> **YOUR OBJECTIVE**
Read the records below. Copy each line where the string "ALEJKA" occurs.
------------------------
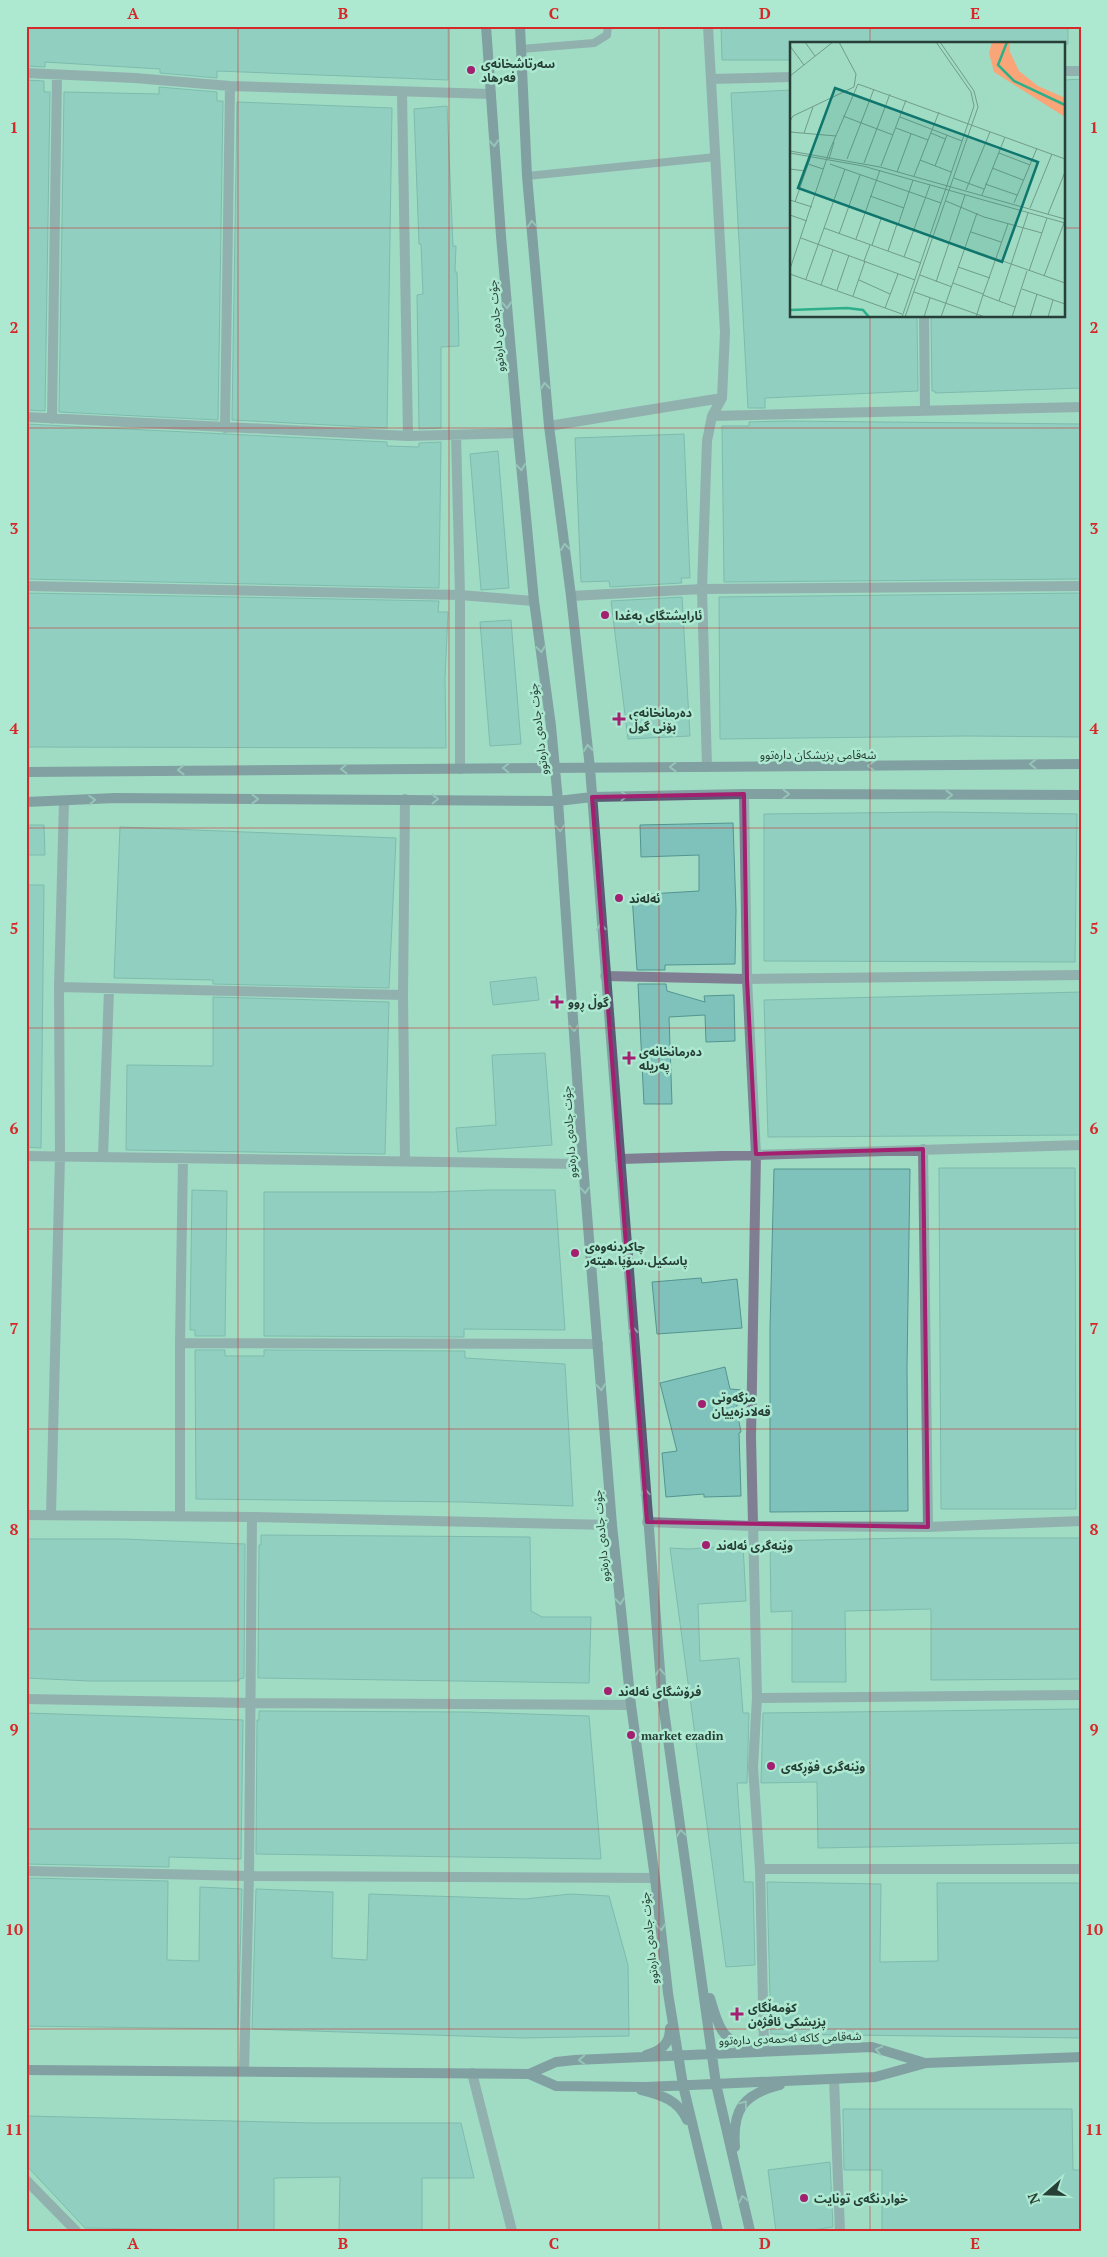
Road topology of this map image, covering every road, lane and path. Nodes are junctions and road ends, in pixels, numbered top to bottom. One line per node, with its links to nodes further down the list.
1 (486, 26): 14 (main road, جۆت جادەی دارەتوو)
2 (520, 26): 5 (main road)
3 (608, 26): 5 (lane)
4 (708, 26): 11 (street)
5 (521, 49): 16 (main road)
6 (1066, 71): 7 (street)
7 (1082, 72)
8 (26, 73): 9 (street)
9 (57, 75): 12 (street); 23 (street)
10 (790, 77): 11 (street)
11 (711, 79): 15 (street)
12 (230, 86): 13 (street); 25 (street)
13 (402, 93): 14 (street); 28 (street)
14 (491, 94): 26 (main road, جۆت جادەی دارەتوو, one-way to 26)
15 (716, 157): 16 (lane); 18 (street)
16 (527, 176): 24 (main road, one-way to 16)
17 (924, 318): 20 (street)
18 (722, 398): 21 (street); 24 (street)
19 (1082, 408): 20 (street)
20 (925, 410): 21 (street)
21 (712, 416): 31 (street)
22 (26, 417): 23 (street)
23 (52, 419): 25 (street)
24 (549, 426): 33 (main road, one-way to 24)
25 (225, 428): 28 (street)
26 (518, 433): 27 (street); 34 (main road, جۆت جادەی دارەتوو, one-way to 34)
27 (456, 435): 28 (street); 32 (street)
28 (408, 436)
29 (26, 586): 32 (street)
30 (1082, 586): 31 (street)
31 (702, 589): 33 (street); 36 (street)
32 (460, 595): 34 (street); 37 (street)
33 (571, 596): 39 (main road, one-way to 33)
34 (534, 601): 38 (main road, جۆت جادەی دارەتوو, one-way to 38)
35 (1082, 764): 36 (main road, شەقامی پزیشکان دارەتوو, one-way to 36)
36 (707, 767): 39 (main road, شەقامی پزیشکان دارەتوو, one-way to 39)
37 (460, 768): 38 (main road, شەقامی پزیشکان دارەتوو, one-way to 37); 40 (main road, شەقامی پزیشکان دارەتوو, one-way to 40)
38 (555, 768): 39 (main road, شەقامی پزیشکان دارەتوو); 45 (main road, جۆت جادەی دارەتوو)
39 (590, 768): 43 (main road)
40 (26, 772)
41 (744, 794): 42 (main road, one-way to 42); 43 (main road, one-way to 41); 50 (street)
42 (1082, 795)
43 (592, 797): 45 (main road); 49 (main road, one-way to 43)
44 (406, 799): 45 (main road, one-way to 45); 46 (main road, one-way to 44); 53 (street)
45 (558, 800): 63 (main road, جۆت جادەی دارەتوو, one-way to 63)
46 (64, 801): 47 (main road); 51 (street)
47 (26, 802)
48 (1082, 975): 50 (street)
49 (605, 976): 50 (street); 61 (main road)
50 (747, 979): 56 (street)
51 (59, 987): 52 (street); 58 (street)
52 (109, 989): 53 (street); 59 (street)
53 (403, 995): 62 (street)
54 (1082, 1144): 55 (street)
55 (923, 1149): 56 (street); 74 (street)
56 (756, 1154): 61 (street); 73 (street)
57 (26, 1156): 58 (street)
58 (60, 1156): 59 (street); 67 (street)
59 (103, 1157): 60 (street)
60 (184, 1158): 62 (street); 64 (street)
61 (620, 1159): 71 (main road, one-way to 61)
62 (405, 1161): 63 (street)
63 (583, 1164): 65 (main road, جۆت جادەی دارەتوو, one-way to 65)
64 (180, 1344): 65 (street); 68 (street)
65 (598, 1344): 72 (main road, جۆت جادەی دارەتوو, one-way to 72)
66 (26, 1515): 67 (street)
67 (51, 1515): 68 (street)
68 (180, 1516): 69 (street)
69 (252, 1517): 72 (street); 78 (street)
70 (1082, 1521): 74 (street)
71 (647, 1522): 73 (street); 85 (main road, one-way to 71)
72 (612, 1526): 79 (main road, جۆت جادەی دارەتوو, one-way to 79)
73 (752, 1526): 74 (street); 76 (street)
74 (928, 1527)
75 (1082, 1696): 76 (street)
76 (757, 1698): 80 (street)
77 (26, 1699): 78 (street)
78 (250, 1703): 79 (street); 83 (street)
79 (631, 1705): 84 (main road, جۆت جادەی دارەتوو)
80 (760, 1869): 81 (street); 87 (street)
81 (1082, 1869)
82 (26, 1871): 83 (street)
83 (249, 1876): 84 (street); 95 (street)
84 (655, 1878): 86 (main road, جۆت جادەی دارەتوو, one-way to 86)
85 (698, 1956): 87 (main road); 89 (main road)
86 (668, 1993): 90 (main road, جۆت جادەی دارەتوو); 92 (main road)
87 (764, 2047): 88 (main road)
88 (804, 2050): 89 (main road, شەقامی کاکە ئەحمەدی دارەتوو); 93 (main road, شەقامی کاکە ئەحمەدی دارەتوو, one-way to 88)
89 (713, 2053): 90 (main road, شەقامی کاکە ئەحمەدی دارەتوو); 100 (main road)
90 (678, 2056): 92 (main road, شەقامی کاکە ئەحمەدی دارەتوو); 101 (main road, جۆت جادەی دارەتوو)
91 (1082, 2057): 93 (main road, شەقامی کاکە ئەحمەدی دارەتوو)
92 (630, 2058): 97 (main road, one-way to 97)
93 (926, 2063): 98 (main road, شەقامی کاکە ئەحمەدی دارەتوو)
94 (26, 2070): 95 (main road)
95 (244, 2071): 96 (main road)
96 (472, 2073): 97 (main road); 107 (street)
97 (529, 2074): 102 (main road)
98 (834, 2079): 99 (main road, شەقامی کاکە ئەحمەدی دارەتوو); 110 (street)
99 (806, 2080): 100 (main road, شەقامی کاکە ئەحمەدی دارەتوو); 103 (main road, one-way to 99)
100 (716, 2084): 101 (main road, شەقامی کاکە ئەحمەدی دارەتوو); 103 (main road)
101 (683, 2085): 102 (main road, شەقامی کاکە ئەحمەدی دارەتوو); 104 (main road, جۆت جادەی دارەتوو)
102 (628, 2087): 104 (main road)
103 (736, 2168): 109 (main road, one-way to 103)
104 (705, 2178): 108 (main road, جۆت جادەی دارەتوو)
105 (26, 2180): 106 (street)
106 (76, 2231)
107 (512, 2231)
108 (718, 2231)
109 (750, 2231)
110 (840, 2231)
------------------------
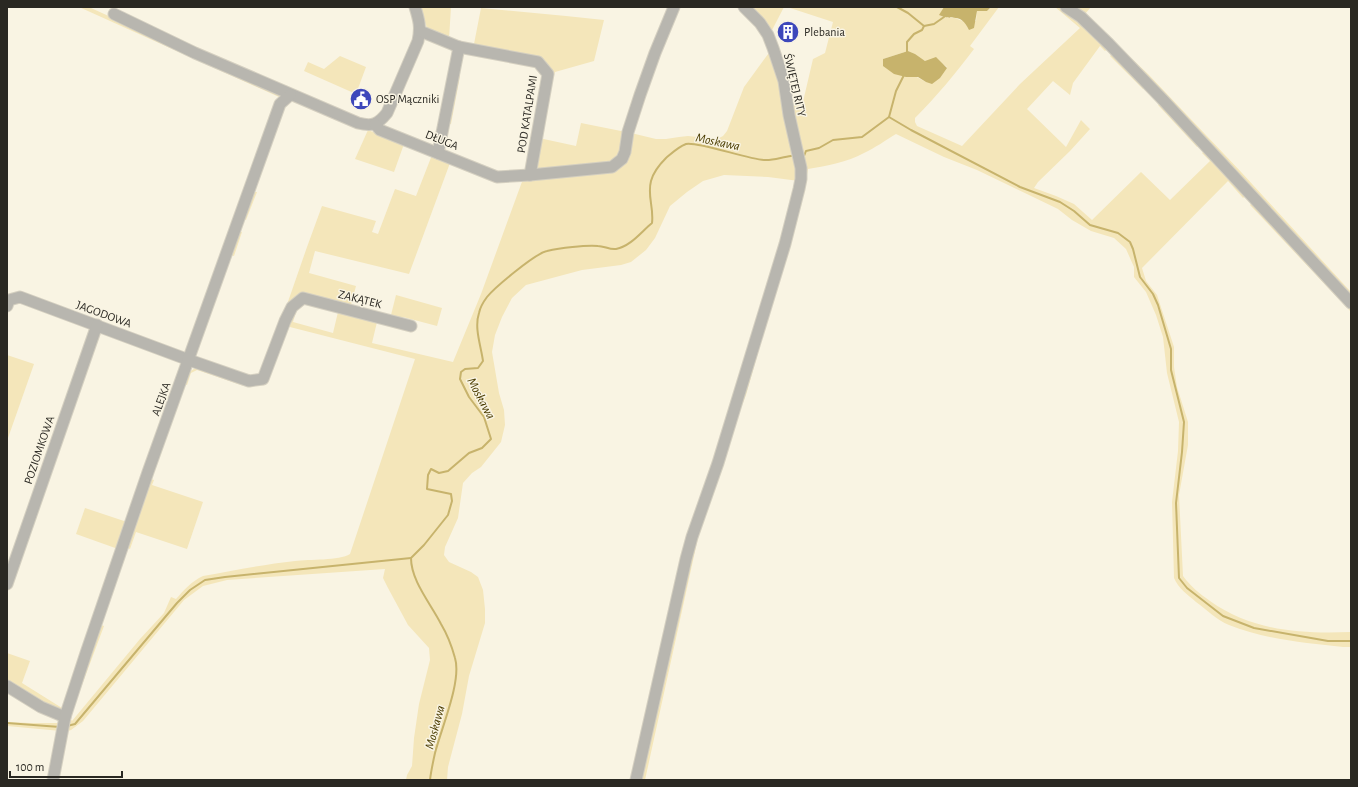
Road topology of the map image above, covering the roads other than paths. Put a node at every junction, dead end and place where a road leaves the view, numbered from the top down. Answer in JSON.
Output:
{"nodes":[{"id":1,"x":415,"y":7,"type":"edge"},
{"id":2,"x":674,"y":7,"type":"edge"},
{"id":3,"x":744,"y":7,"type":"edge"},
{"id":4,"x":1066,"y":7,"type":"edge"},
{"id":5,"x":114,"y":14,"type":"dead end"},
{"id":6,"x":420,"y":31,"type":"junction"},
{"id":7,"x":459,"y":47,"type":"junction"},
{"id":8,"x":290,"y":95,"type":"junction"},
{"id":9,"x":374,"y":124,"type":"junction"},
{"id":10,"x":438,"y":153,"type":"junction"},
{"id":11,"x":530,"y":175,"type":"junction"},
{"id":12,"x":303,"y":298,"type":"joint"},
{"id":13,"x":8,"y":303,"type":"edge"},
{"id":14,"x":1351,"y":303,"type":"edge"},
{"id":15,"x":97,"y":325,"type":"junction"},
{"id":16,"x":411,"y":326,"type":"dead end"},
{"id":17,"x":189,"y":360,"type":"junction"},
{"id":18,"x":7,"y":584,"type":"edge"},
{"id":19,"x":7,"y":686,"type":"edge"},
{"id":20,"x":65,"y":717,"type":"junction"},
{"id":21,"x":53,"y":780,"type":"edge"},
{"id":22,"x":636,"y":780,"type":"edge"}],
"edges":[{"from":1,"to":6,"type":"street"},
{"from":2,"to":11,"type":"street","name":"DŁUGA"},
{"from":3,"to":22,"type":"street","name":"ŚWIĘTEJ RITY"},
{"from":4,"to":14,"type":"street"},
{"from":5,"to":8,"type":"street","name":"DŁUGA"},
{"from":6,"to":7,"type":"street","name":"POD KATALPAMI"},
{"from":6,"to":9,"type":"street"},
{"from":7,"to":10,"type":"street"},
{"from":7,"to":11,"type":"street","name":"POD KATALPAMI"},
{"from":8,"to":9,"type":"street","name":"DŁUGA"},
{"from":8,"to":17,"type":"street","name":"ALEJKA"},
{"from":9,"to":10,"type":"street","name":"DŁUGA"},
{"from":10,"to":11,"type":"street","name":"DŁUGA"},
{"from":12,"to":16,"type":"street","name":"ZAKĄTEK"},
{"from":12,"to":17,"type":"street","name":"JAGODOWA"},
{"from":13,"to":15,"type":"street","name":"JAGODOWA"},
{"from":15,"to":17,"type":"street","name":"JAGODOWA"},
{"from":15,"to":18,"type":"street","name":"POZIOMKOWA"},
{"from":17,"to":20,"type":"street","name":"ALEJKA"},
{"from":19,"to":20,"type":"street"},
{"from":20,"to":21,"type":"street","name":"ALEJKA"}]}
------------------------
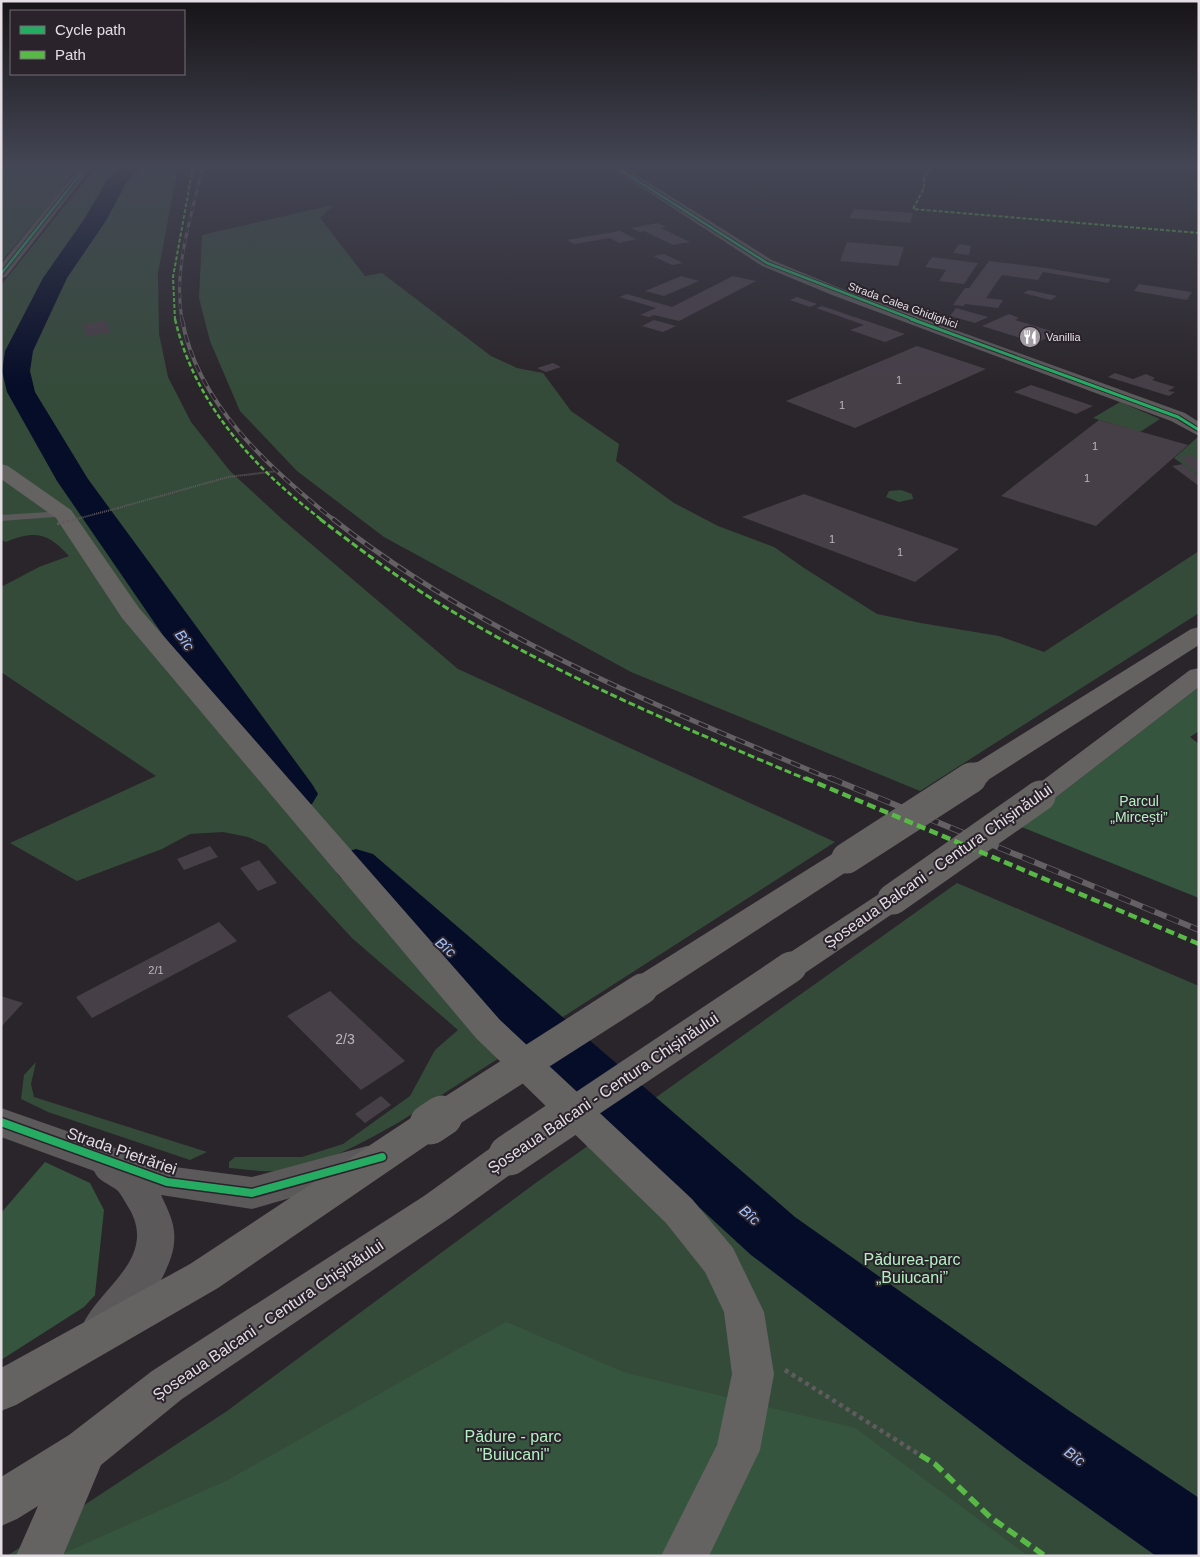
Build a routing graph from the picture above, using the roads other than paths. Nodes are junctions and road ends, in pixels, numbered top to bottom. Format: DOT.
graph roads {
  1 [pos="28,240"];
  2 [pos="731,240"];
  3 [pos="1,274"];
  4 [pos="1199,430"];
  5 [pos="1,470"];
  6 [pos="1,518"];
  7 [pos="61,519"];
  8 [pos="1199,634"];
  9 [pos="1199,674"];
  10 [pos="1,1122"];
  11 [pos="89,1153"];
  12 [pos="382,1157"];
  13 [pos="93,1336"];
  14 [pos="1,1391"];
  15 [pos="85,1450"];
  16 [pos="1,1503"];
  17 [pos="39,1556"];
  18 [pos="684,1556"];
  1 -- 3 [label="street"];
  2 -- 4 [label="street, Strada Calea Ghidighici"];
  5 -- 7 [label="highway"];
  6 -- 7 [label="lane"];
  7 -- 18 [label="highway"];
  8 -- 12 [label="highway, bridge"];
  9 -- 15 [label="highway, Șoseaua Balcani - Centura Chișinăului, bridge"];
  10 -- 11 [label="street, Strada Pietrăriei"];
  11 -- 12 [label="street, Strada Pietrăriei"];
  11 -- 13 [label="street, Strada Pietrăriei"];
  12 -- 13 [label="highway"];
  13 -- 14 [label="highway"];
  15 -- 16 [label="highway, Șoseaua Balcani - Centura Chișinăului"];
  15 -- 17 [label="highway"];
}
------------------------
> **EXERCISE SOLUTION**
{"from":8,"to":17,"type":"street","name":"ALEJKA"},
{"from":17,"to":20,"type":"street","name":"ALEJKA"},
{"from":20,"to":21,"type":"street","name":"ALEJKA"}]}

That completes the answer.